Protocol to isolate bacterial plasmids from overnight liquid cultures.

Reagents

• QIAprep Spin Miniprep Kit.
• Autoclaved 1.5 mL Eppendorf tubes.

Protocol

Follows QIAprep Spin Miniprep protocol. Presumes all reagens have been prepared.
Note: All spins conducted at 13.000 RPM.

1. Transfer bacterial culture into 2ml tubes.
2. Spin for 3 min in mini-centrifuge.
3. Remove supernatant and resuspend pellet in 250 μL Buffer P1 (kept at 4°C).
4. Add 250 μL Buffer P2 and mix by inverting tubes 6-10 times, until solution turns blue.
   Note: Finish this step in under 5 min.
5. Add 350 μL Buffer N3 and mix by inverting tubes 6-10 times, until entire solution turns colorless.
6. Spin for 10 min in mini-centrifuge.
7. Transfer 750 μL of supernatant to spin column.

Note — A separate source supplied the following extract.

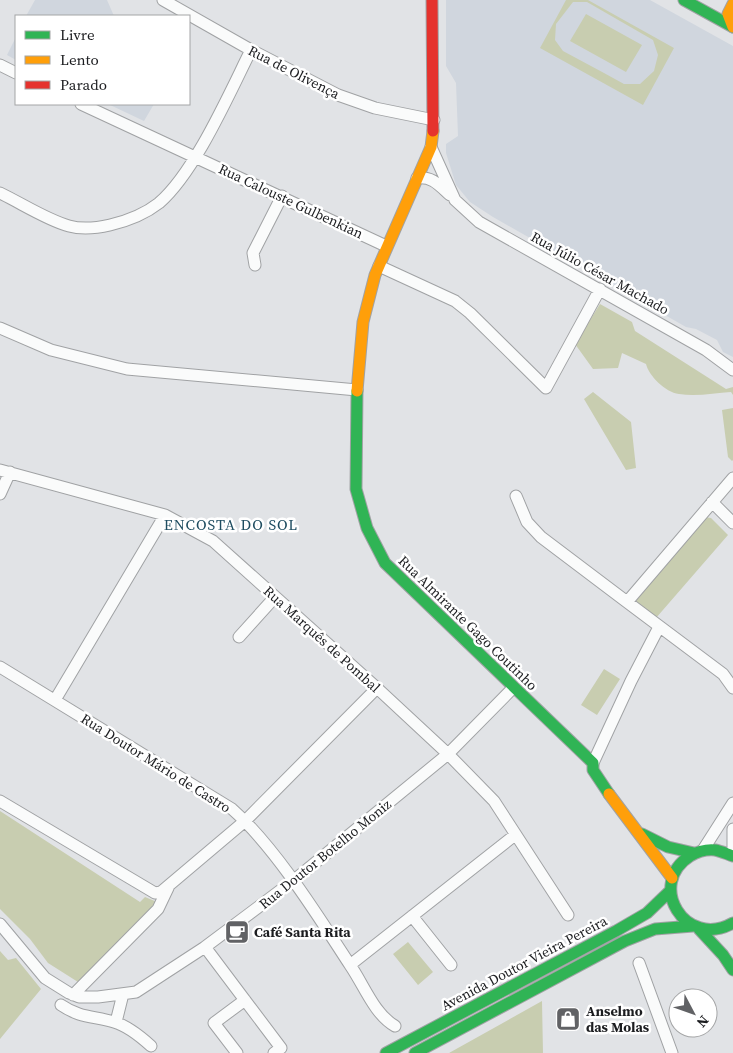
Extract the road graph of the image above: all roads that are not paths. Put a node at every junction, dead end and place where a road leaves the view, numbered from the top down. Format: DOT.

Let sit for 60 sec minimum.
8. Spin spin column for 45 seconds. Discard the flow-through by decanting.
9. Add 500 μL Buffer PB and spin for 45 seconds. Discard the flow-through by decanting.
10. Add 750 μL Buffer PE and spin for 45 seconds. Discard the flow-through by decanting.
11. Transfer spin column to 1.5ml Eppendorf tube.
12. Spin for 1 min to remove residual wash buffer.
13. Transfer spin column to new 1.5ml Eppendorf tube.
14. Add 50 μL Buffer EB (10 mM TrisCL) to the center of the spin column, very close to membrane. Let sit for 60 seconds minimum.
15. Spin for 1 min. Flow-through is your DNA.
16. Label tubes and store at -20°C

Quality control:

1. Add 1.2 μL of DNA to NanoDrop and record concentration, 260/280 and 260/230 ratios.

References

• QIAprep Spin Miniprep Kit protocol.